Fui até meu pai e seu motorista e avisei: “Olha, o caminhão não está muito pesado mas está chovendo demais e a viagem é cansativa. E agora as subidas serão ainda mais devagar. Sendo assim, chegando em Londrina, farei um sinal com a mão e vocês me ultrapassam. Daí por diante para chegar a Garça é uma linha reta, não tem erro!”. Meu pai, que já estava cansado da aventura, não estava a fim de chegar à meia-noite em casa, de imediato concordou e partimos no rumo de casa.

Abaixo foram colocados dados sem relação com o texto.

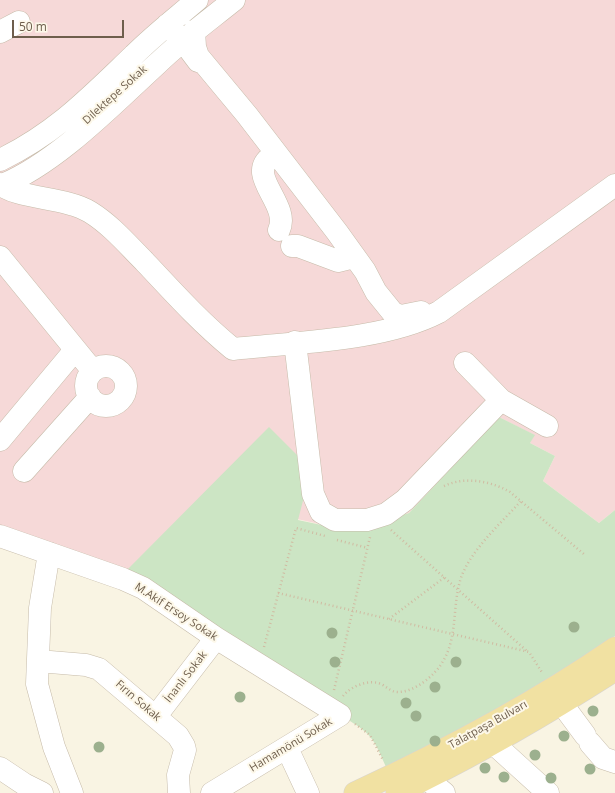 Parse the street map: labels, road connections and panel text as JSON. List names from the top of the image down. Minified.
{"streets":{"main road":["Talatpaşa Bulvarı"],"street":["Dilektepe Sokak","M.Akif Ersoy Sokak","İnanlı Sokak","Fırın Sokak","Hamamönü Sokak"]},"crossings":[["M.Akif Ersoy Sokak","İnanlı Sokak"],["M.Akif Ersoy Sokak","Hamamönü Sokak"],["İnanlı Sokak","Fırın Sokak"],["Talatpaşa Bulvarı","Hamamönü Sokak"]],"scale_bar":"50 m"}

E dá-lhe chuva! Pista simples…naquele dia descobri as mazelas da drenagem ruim das pistas. E como uma pista bem sinalizada com “olhos de gato” faz toda a diferença. Como no lugar do rádio no painel havia um enorme tacógrafo, tive que me contentar em cantar, medindo minha voz com a fala do MWM e da água batendo nas caixas de rodas. E o Continental “estoura-peito” que naquele momento era mais saboroso que uma cigarrilha. E nessa tocada fui indo. Em Londrina fiz sinal e uma fila de carros passou, entre eles meu pai, e continuei minha marcha solitária, noturna, e embaixo da mais intensa chuva que presenciei até hoje.

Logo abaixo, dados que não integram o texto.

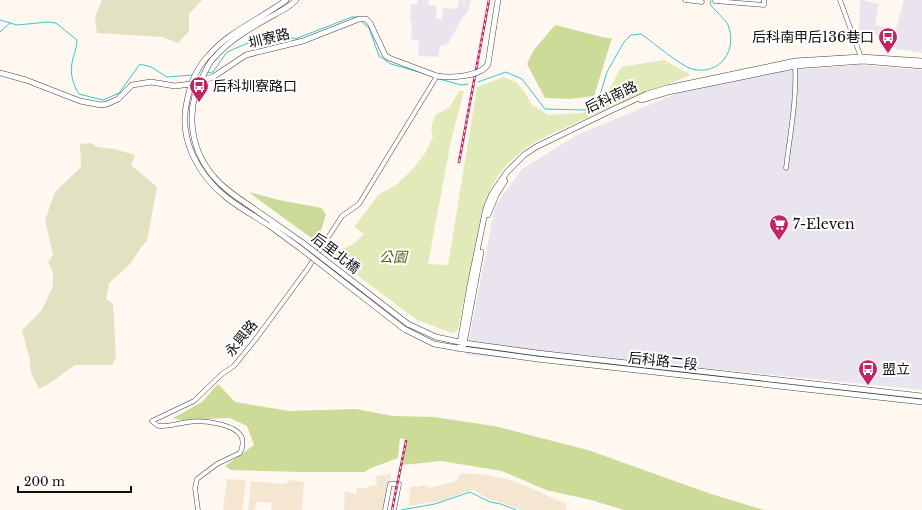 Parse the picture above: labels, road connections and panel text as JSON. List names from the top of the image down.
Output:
{
  "streets": {
    "street": [
      "圳寮路",
      "后科南路",
      "后里北橋",
      "永興路",
      "后科路二段"
    ]
  },
  "crossings": [
    ["圳寮路", "后里北橋"],
    ["圳寮路", "永興路"],
    ["后科南路", "后科路二段"],
    ["后里北橋", "后科路二段"]
  ],
  "parks": ["公園"],
  "places": {
    "bus stop": ["后科南甲后136巷口", "后科圳寮路口", "盟立"],
    "supermarket": ["7-Eleven"]
  },
  "scale_bar": "200 m"
}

Nessa viagem compreendi todos os conceitos que o Bob Sharp, então colunista do Best Cars, dizia sobre curva de potência, torque e transmissão: mais do que nunca, conhecer a curva de potência do motor, mesmo que no feeling, foi de uma utilidade muito grande. O 229, abaixo de 2.000 rpm, perde rapidamente o giro e o embalo na subida cai assustadoramente, acabando com o desempenho e a velocidade média. Assim, espera-se o motor cair para 2.000 rpm e ao atingir essa rotação baixa-se uma marcha, e o 229 volta para 2.500 rpm, e assim sucessivamente, minimizando a perda de velocidade.

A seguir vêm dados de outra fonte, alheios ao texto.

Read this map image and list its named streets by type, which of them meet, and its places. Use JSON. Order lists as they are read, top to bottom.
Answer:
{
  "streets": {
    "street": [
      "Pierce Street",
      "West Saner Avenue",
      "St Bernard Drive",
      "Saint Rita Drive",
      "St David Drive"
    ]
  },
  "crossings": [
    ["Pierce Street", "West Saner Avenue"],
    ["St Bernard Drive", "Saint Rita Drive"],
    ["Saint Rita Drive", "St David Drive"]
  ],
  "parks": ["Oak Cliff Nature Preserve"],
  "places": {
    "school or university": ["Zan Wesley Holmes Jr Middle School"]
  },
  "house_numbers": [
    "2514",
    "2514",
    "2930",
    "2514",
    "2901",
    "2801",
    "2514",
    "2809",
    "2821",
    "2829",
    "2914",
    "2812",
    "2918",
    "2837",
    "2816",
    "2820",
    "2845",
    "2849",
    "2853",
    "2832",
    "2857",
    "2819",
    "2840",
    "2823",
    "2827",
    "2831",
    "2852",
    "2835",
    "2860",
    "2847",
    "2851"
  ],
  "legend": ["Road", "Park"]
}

E foi absorto nesses pensamentos que de repente veio uma incontrolável vontade de atender às necessidades fisiológicas…mas, como parar em meio ao temporal? Mas em seguida, no meio da serra de Echaporã, próximo a Marília, a chuva deu uma ligeira trégua. Assim, encostei o Ford numa alça de acesso a uma fazenda, desci, bati pneus e fui fazer “tirar a água do joelho” — até ver um carro se aproximando lentamente, mas a uma distância considerável. Naquela hora meu único pensamento foi a falta que fazia o revólver 38 que meu avô tinha, cano de 2” e coldre de colocar na bota. Como a única “arma” que tinha era um martelo de madeira para bater pneus, tratei de me arrumar rapidamente e com as calças de qualquer jeito subi e toquei o bonde até chegar em Garça depois de 6 horas de viagem e 300 quilômetros, onde meu encarregado me esperava num posto de gasolina para me dizer que era possível chegar até a fazenda com o caminhão sem maiores problemas.
Para meu espanto, alguns minutos depois encosta meu pai e o motorista dele. Ao ver minha reação de espanto, eles logo se explicaram: em Londrina eles me passaram, mas quando chegou na divisa com SãoPaulo eles ficaram com medo de seguir viagem e resolveram me esperar e me seguir, mas para não me causar susto resolveram me seguir de longe. E ficaram me esperando de longe na hora que parei para “desaguar”, com receio de me assustar. E assim chegamos todos são e salvos, meu pai com câimbra e nervoso com o motorista dele (que dirigia tremendamente mal de dia; à noite e com chuva, então…) e com sono, e eu bravo com os dois pelo susto que eles me deram a ponto de eu quase urinar nas calças….de necessidade fisiológica e medo.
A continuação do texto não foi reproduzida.